- Your instructions
Check each line of the listing, and copy it if it contains the word "image".

START Dataset extract

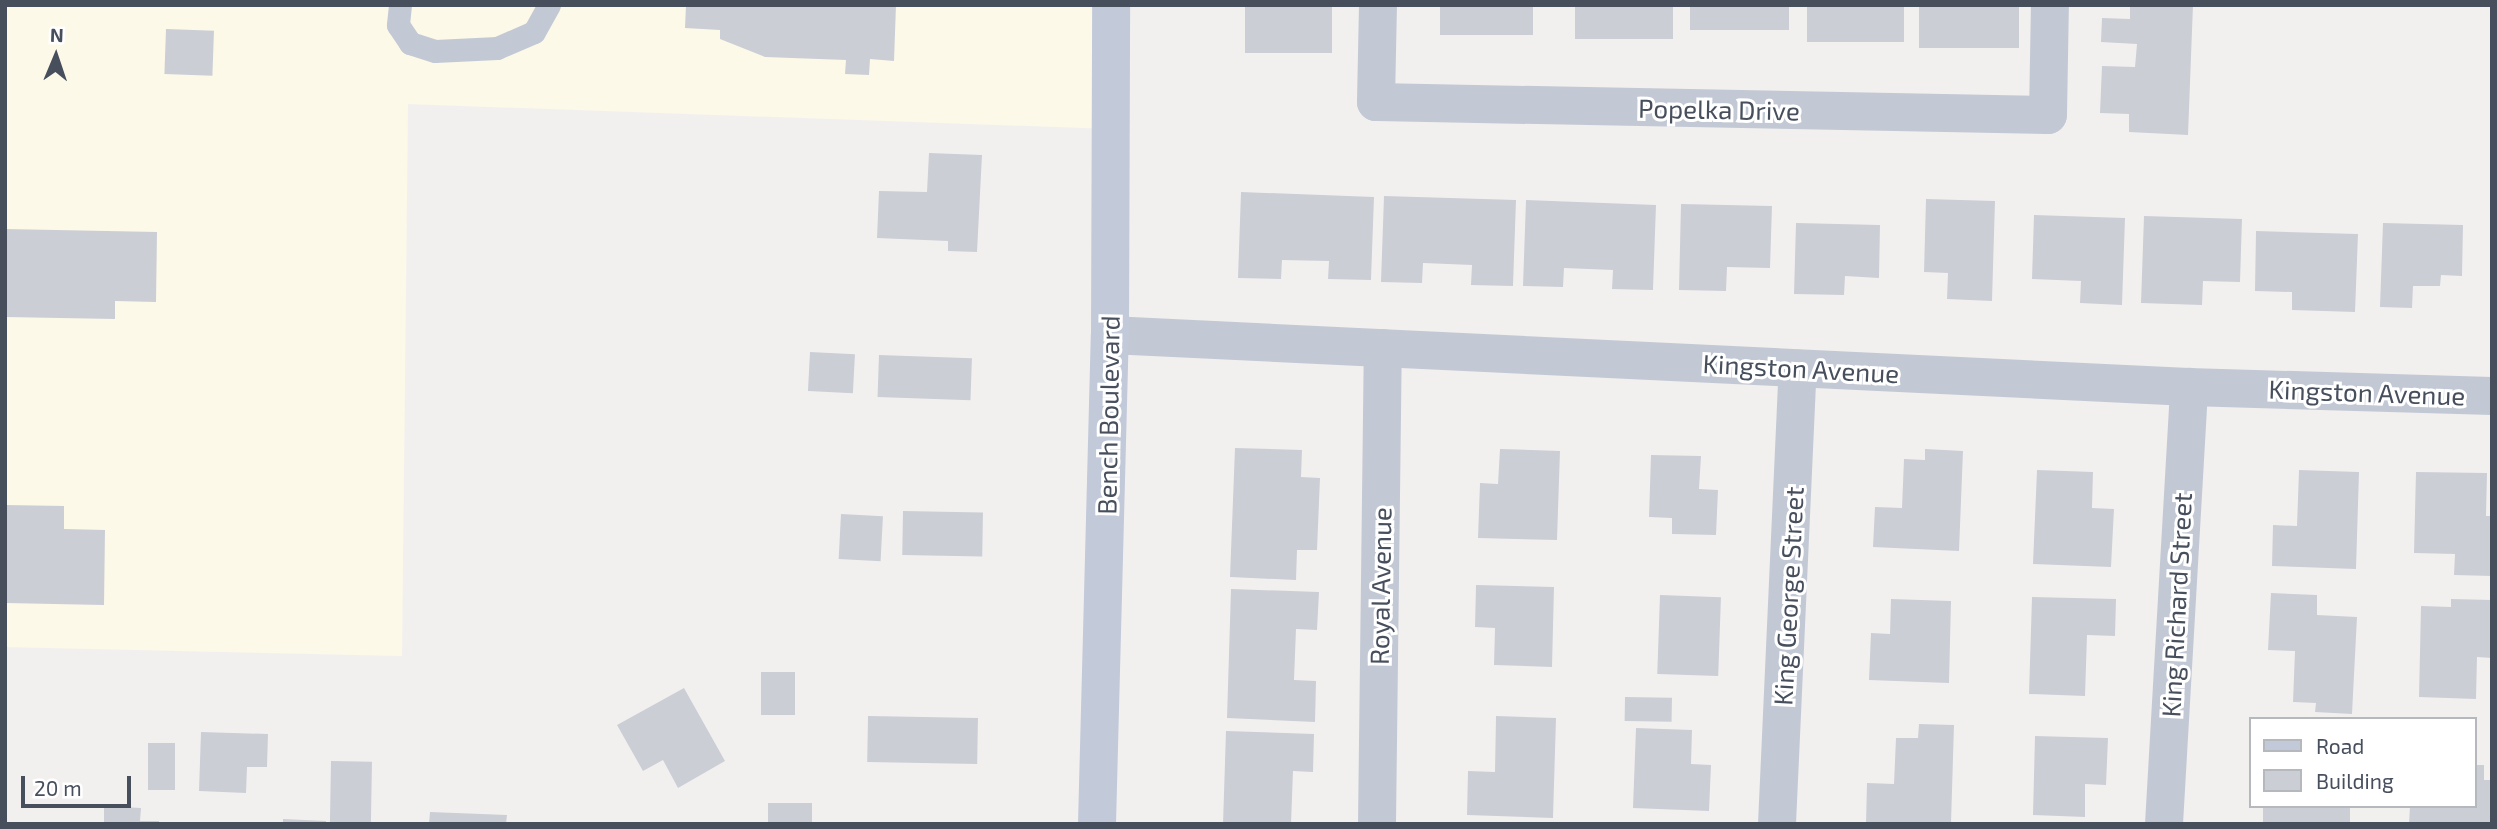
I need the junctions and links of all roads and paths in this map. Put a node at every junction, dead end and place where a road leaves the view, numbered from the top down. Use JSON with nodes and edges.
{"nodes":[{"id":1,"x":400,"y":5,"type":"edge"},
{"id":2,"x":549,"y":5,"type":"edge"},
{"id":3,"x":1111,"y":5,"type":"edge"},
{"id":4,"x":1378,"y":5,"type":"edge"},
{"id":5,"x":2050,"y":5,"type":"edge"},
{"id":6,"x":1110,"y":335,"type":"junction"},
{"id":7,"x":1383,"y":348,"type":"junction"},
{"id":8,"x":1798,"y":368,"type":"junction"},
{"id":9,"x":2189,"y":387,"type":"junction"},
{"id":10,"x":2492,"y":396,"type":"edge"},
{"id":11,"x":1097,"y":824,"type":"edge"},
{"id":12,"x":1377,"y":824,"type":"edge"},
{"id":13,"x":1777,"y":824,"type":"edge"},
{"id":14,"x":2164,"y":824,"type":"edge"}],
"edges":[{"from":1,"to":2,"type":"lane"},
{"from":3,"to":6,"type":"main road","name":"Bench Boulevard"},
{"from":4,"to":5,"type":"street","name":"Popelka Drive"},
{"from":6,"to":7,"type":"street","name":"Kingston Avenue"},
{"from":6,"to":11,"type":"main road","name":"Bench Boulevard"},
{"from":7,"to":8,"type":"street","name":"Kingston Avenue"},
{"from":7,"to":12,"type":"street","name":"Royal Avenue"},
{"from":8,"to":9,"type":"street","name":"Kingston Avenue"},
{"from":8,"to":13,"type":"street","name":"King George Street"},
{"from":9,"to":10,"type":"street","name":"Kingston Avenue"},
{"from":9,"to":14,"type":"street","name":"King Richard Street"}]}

END Dataset extract
START Dataset extract

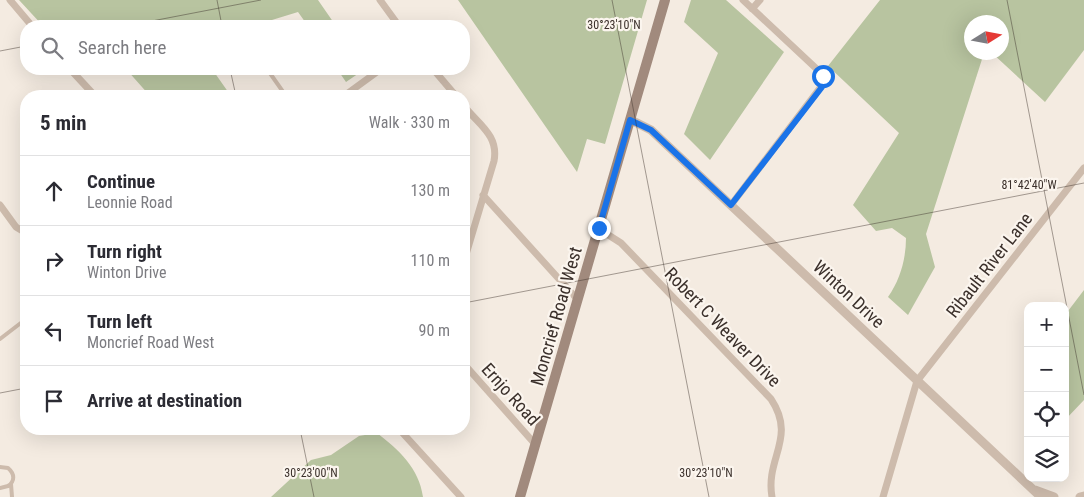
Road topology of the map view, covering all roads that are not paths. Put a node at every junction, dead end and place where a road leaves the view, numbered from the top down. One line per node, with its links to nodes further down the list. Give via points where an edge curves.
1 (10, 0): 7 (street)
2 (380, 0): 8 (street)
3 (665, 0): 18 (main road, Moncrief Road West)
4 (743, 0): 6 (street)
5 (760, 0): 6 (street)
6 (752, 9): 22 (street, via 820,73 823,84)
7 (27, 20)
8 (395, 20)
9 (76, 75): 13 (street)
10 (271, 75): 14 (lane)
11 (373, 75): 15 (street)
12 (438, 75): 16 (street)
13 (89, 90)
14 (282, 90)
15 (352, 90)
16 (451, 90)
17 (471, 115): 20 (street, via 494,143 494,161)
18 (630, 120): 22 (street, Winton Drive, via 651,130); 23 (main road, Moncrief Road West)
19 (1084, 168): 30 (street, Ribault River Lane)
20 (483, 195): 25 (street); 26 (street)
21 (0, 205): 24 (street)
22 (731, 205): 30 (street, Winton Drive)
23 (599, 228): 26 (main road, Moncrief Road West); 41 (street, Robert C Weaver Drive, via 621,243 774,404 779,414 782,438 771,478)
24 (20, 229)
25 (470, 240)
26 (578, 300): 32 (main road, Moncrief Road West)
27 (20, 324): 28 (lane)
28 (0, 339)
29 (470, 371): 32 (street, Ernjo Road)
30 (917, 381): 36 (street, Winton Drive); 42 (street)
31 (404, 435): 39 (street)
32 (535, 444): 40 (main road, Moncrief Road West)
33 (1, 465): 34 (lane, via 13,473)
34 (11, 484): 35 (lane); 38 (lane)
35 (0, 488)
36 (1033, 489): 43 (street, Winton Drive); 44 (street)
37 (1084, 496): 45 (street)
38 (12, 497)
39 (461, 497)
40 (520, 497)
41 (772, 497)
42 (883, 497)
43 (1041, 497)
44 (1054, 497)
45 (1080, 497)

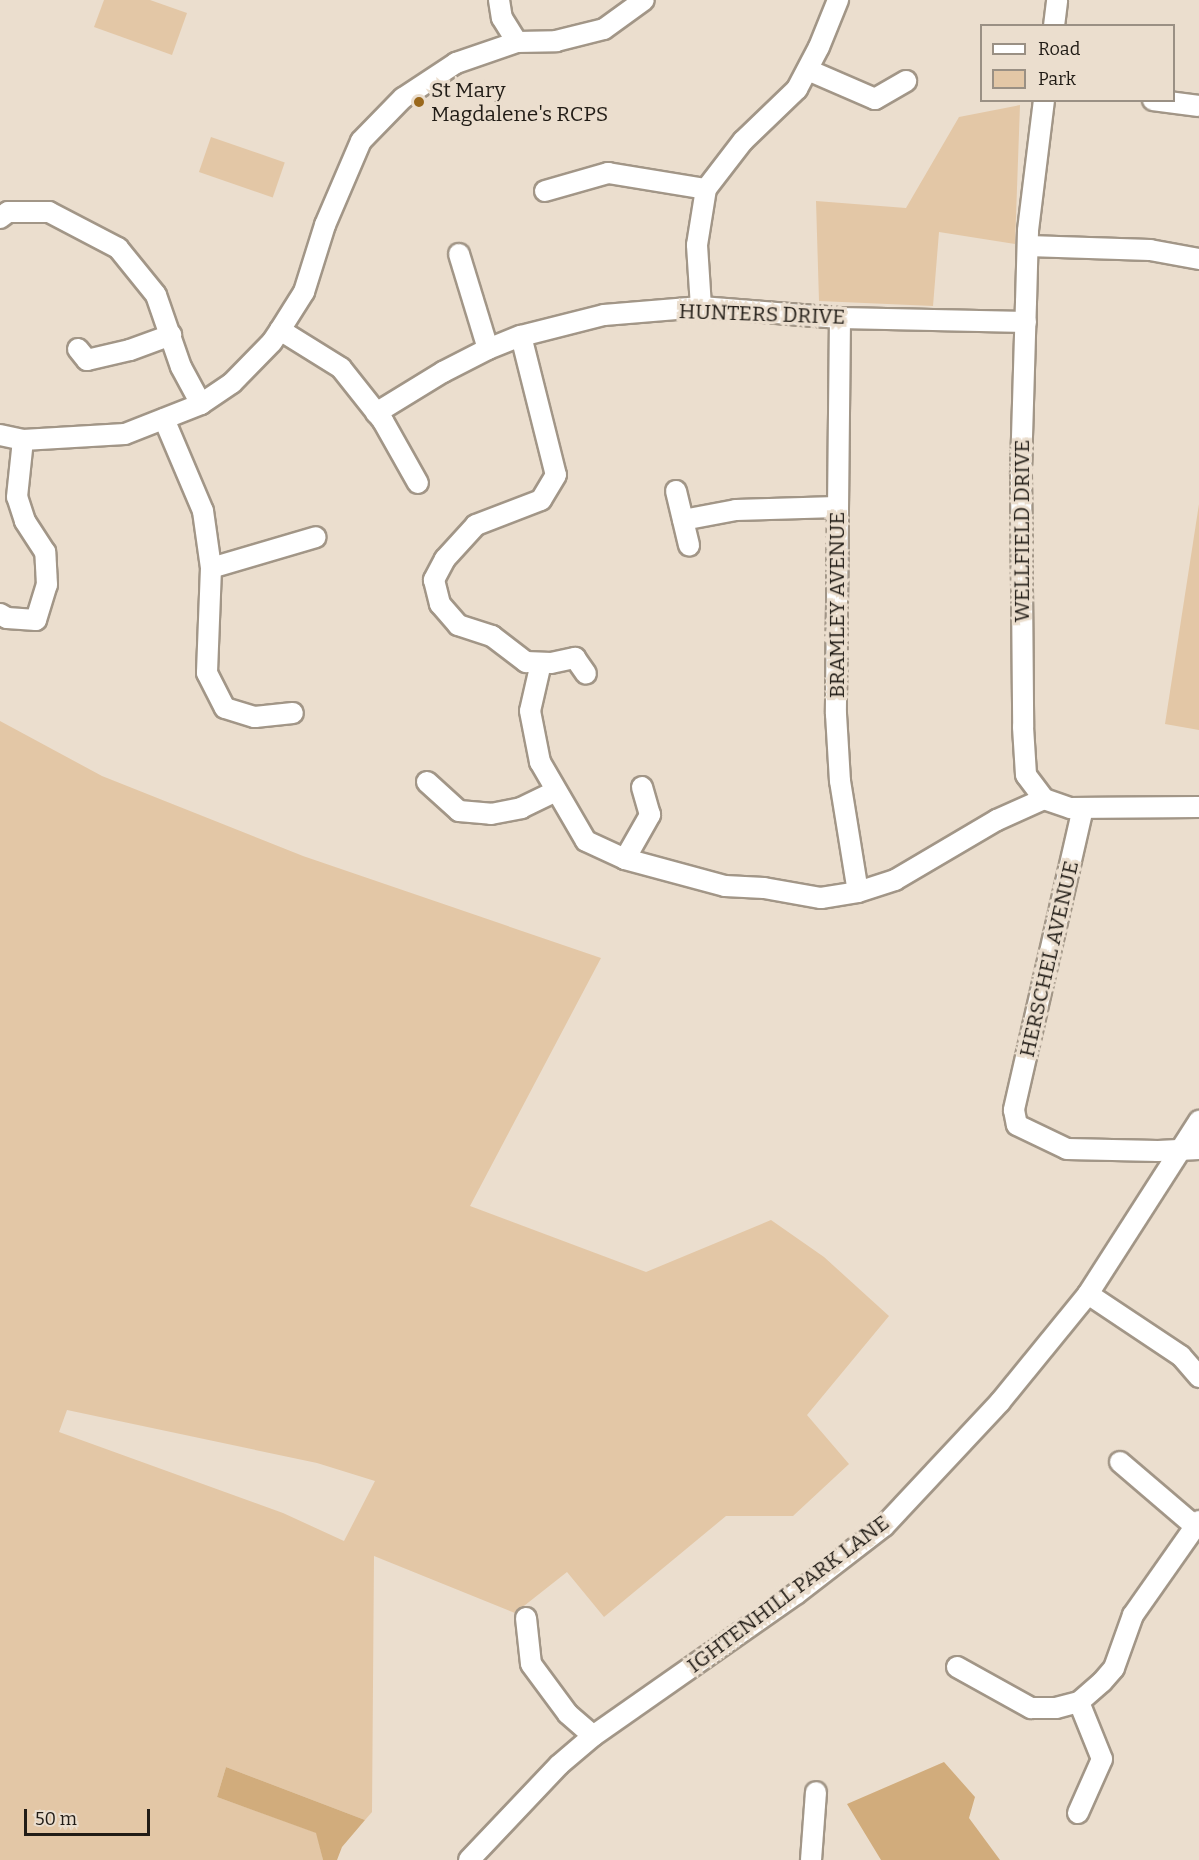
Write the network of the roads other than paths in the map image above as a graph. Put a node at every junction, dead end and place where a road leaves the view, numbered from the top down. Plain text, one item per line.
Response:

END Dataset extract
START Dataset extract

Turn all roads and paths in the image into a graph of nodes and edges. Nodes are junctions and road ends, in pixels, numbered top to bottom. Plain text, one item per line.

END Dataset extract

- Output
Write the network of the roads other than paths in the map image above as a graph. Put a node at every junction, dead end and place where a road leaves the view, numbered from the top down. Plain text, one item per line.
Turn all roads and paths in the image into a graph of nodes and edges. Nodes are junctions and road ends, in pixels, numbered top to bottom. Plain text, one item per line.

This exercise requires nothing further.